Go line by line through the data and copy those with the word "Ignacio".

================

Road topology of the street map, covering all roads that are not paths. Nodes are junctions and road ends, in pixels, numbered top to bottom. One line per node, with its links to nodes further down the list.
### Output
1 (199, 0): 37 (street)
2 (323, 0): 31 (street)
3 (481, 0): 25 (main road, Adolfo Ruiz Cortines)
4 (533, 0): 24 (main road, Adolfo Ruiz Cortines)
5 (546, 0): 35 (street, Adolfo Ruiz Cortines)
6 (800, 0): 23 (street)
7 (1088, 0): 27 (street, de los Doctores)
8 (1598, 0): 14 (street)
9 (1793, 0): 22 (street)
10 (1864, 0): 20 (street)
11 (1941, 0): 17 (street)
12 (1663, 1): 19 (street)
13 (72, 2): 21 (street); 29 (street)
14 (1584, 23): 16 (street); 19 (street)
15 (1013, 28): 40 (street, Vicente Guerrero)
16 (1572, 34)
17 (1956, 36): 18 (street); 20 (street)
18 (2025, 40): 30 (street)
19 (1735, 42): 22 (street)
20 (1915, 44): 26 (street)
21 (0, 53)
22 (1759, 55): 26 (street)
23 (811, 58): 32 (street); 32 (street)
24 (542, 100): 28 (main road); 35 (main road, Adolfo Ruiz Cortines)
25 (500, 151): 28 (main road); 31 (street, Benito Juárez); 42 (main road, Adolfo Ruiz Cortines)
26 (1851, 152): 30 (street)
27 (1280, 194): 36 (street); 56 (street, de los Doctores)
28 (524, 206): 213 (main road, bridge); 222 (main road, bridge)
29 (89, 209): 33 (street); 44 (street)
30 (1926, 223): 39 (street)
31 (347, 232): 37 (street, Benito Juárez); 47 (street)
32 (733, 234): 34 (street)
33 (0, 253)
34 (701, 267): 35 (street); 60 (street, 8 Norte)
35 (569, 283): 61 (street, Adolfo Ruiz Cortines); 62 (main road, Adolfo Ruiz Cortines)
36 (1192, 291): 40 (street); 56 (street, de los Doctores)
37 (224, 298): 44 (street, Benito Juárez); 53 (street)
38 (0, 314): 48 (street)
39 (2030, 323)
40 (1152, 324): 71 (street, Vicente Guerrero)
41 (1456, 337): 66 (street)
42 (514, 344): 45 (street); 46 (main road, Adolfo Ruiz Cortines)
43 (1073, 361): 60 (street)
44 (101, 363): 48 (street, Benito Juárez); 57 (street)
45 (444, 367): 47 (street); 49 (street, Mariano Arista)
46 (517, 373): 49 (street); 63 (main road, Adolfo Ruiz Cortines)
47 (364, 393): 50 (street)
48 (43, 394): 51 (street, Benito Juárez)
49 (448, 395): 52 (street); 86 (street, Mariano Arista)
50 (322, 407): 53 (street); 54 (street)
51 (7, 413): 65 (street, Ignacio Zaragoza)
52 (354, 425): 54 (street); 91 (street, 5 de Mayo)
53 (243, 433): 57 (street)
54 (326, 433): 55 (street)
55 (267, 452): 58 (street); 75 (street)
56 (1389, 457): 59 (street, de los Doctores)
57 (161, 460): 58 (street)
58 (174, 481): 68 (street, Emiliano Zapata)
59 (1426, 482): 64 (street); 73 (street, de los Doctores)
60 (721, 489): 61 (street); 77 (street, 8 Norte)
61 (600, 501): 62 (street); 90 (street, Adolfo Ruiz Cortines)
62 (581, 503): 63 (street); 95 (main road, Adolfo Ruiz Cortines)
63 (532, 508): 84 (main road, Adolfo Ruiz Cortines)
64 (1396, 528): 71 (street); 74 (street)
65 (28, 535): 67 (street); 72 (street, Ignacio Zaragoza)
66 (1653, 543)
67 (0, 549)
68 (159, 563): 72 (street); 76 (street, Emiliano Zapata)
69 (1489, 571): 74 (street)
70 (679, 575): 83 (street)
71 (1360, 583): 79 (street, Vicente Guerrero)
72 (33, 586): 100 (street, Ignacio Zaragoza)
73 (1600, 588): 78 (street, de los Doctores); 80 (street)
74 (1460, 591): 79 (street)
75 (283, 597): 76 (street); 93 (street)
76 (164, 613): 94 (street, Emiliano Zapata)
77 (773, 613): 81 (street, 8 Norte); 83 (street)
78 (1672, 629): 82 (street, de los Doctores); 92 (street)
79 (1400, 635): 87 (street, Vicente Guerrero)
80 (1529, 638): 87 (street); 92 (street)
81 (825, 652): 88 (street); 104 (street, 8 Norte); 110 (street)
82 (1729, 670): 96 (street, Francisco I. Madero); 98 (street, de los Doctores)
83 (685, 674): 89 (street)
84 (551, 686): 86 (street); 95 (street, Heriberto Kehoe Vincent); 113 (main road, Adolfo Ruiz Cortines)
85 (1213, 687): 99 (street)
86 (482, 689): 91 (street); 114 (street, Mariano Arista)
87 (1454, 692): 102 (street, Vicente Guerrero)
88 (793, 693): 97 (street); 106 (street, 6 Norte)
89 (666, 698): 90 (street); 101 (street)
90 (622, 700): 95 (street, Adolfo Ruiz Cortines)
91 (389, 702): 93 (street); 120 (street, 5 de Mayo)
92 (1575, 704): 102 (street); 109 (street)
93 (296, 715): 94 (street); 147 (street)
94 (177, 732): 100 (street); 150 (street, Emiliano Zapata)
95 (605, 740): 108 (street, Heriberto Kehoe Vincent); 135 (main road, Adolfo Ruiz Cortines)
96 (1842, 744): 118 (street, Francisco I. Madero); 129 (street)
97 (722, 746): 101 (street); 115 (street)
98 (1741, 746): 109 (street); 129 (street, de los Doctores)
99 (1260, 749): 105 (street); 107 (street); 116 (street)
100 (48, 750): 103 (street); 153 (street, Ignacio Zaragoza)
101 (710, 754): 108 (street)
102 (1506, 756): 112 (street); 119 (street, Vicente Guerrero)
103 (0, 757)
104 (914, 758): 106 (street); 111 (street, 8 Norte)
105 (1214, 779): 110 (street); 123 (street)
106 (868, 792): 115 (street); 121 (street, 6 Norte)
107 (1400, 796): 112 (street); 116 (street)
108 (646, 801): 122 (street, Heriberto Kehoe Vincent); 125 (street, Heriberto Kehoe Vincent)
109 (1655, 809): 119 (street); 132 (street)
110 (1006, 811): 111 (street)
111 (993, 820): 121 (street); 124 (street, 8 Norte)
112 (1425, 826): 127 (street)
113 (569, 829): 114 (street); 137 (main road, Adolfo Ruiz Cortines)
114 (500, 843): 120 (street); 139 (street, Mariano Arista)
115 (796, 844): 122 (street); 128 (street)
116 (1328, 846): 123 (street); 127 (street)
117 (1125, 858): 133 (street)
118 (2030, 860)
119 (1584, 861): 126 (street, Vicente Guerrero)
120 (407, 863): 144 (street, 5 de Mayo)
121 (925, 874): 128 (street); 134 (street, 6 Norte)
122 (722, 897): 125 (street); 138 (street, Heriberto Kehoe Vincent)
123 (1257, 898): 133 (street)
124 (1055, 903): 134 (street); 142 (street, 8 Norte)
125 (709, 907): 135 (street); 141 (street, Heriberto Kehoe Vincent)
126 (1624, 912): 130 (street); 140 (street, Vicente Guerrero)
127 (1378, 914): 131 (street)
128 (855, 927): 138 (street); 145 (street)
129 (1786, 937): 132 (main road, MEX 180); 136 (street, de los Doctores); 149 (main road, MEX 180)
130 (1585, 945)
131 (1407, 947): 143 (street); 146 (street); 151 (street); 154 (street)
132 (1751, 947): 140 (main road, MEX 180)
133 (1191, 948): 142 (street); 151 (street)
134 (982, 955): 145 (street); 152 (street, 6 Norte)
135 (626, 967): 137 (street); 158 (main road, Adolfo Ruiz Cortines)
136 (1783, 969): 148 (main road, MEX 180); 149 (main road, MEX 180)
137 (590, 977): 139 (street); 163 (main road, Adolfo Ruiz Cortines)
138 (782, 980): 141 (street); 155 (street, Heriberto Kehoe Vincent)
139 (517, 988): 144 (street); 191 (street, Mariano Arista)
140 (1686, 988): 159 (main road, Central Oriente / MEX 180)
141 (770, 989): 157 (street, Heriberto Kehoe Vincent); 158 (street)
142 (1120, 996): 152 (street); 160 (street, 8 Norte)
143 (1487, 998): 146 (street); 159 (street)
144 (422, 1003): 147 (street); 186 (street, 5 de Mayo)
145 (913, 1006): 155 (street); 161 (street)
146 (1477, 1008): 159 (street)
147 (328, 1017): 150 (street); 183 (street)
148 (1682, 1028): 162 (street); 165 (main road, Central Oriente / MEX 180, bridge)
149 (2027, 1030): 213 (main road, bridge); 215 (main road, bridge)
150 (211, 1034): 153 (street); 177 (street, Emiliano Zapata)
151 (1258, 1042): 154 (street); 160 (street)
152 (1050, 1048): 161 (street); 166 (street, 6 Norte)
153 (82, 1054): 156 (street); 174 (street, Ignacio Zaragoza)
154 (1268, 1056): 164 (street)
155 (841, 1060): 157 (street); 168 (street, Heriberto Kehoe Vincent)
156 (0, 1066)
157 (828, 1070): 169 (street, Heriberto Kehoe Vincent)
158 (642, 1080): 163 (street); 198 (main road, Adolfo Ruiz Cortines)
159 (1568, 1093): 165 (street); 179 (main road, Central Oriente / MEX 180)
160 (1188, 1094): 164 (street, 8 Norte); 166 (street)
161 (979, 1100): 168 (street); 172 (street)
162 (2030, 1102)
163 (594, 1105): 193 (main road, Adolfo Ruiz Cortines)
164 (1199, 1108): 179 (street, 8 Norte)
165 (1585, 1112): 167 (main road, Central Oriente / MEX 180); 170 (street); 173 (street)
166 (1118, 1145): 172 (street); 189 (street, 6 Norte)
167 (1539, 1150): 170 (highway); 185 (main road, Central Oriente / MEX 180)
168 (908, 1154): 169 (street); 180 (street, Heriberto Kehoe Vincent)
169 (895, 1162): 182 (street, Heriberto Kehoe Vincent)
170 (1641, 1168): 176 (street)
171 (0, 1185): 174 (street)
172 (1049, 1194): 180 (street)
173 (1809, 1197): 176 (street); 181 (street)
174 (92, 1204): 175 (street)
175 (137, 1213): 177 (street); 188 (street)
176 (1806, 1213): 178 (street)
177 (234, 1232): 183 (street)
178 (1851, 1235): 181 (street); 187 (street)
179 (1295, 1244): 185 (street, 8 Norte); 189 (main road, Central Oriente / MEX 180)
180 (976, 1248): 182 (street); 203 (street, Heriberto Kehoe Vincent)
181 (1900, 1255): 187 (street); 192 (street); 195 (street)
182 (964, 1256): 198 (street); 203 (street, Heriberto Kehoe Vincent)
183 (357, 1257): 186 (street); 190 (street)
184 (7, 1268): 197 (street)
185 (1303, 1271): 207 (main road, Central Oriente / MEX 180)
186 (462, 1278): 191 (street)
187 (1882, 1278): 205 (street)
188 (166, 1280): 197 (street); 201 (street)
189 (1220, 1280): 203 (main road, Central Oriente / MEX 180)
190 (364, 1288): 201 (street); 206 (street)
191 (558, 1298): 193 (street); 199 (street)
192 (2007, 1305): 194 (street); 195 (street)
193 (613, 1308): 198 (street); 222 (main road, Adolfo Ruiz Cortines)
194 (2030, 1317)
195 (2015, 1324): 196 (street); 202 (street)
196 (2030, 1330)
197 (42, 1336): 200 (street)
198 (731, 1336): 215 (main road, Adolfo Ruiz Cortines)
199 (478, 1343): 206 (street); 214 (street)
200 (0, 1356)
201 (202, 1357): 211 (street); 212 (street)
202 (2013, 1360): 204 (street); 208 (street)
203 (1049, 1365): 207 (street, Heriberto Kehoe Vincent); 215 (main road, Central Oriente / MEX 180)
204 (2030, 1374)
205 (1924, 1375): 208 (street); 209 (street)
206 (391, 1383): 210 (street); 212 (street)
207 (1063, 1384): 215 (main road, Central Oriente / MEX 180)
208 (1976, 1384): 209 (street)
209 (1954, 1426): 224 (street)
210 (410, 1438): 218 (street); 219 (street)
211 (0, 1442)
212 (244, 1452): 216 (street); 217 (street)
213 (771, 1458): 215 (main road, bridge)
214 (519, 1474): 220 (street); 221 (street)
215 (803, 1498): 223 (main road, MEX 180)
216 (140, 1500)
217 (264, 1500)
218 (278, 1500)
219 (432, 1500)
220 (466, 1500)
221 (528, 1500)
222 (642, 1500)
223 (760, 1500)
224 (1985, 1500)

================

_Solution_
51 (7, 413): 65 (street, Ignacio Zaragoza)
65 (28, 535): 67 (street); 72 (street, Ignacio Zaragoza)
72 (33, 586): 100 (street, Ignacio Zaragoza)
100 (48, 750): 103 (street); 153 (street, Ignacio Zaragoza)
153 (82, 1054): 156 (street); 174 (street, Ignacio Zaragoza)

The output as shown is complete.